How to find the sum of this geometric serie: $ 3+ \sqrt3 + 1 + ...$

Question

I am trying to find the sum of this geometric series but can't find it:

$ 3+ \sqrt3 + 1 + ...$

The solution I get is:

$S=\frac{3(3+\sqrt{3})}{4}$

but the answer key shows:

$S=\frac{3\sqrt{3}(\sqrt{3}+1)}{2}$

This exercice is from a book called Pre-Calculus in a Nutshell. I could solve the other geometric series but this questio has a square root and I must be making a mistake when simplifying.

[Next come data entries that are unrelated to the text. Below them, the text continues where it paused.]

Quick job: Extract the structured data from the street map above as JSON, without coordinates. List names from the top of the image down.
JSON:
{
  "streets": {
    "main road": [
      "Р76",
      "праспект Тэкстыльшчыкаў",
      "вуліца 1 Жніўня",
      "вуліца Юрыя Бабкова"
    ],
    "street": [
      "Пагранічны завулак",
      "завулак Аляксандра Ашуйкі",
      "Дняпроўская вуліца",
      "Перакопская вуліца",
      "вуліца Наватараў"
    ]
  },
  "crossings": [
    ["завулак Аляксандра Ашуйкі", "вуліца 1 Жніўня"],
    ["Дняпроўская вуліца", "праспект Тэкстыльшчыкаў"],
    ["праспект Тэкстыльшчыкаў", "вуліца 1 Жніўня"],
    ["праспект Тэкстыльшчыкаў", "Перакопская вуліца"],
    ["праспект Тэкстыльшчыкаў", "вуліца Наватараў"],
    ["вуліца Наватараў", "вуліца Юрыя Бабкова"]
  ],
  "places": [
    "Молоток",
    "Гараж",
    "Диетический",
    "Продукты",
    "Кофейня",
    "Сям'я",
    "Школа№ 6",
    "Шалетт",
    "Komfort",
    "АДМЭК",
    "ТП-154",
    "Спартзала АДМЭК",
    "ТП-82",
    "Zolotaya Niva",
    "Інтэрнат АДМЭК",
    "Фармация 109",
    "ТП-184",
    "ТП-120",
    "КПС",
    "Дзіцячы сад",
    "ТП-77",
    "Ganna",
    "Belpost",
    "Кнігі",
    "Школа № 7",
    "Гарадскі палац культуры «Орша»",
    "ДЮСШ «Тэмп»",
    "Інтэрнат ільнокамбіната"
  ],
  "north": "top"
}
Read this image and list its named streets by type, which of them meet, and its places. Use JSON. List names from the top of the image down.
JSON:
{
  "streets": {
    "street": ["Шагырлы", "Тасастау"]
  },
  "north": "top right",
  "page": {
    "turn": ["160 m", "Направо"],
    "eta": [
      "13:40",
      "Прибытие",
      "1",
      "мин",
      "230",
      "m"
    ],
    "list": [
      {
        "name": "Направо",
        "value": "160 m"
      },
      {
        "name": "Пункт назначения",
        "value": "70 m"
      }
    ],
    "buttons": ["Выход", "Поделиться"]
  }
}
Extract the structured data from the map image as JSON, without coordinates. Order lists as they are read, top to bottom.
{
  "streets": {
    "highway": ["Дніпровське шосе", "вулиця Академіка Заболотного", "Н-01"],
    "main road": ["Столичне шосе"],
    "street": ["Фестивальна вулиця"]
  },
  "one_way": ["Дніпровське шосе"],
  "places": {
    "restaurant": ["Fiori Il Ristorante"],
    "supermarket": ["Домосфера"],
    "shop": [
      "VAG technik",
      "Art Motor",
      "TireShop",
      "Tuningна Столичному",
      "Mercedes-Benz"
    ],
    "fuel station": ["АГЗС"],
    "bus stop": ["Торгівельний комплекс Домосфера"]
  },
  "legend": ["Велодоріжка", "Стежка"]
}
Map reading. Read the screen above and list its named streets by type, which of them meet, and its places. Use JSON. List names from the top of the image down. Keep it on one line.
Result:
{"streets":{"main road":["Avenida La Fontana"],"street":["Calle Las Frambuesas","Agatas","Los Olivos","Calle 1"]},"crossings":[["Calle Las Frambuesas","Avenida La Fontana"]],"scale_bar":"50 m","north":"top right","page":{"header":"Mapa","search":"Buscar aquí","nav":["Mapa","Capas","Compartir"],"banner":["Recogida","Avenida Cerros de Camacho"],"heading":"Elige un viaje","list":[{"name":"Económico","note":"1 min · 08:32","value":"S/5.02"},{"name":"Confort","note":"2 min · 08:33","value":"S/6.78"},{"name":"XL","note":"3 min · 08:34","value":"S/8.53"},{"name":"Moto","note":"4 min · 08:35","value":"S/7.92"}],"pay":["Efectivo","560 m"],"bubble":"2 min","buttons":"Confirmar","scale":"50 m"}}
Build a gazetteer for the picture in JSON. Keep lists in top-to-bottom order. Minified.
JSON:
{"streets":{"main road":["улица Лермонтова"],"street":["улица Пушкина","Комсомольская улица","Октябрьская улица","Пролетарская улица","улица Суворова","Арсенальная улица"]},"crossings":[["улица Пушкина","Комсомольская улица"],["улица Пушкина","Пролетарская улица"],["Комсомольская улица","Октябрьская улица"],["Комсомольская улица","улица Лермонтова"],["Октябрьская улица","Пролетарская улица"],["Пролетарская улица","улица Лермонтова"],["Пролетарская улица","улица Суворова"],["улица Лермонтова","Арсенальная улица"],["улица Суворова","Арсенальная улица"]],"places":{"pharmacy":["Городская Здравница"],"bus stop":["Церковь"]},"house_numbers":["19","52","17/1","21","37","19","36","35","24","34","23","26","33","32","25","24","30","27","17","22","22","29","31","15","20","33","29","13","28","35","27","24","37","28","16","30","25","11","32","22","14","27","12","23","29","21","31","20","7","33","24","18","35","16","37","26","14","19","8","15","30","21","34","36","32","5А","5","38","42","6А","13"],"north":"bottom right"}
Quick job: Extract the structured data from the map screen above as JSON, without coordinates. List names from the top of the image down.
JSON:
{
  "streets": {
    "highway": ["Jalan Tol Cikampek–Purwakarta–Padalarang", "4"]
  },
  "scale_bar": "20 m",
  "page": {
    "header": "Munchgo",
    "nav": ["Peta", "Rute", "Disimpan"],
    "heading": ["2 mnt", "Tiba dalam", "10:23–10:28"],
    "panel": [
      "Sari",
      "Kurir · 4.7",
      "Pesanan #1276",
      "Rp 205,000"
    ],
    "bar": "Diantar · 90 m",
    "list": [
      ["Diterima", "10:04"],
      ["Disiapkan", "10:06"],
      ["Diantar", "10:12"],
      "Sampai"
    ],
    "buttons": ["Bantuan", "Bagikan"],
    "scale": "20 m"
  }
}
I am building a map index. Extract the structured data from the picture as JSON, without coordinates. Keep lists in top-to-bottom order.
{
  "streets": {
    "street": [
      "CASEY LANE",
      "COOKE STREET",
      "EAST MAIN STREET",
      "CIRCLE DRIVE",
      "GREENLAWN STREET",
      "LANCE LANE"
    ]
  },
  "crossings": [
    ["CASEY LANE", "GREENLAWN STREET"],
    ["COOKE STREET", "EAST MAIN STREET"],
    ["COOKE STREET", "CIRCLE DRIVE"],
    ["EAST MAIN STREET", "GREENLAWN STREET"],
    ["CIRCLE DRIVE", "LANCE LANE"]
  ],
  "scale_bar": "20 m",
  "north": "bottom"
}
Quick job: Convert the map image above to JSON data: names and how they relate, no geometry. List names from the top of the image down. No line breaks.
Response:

Here are the steps I took to find my solution, maybe you can see where it goes wrong?

The sum of a geometric serie is

$(S) = \frac{a}{1-r}$ when |r| < 1

$3*r=\sqrt{3}$

Therefore:

$r=\frac{\sqrt{3}}{3}$

$|\frac{3}{\sqrt{3}}|<1 $ so I can use that formula

$a=3$

which gives me

$S=\frac{3}{1-\sqrt{3}}$

simplifying I get:

$S=\frac{3*(1+\sqrt{3})}{1-\sqrt{3}*(1+\sqrt{3})}$

$S=\frac{9+3\sqrt{3}}{1- (-3)}$

Simplifying more:

$S=\frac{3(3+\sqrt{3})}{4}$

Answer 1

Indeed the common ratio was incorrect, it should be $\frac1{\sqrt3}=\frac{\sqrt3}{3}$

\begin{align} S &= \frac{3}{1-\frac{\sqrt3}{3}}=\frac{9}{3-\sqrt3}=\frac{9(3+\sqrt3)}{9-3} =\frac{3(3+\sqrt3)}2 = \frac{3\sqrt3(\sqrt3+1)}{2} \end{align}

Edit: Alternative working:

$$S=\frac{3}{1-\frac1{\sqrt3}}=\frac{3\sqrt{3}}{\sqrt3-1}=\frac{3\sqrt3(\sqrt3+1)}{2}$$

Answer 2

You also made a second error. In your working $(1+\sqrt3)(1-\sqrt3)=1-(-3)$. But actually $(1+\sqrt3)(1-\sqrt3)=1-(+3)$.

Here is a tip with geometric series: when the series converges, its sum should have the same sign as the first term and be more than half as large in absolute value; thus if the first term were $1$ the sum could be $+3/5$ but not $+2/5$ or $-3/5$.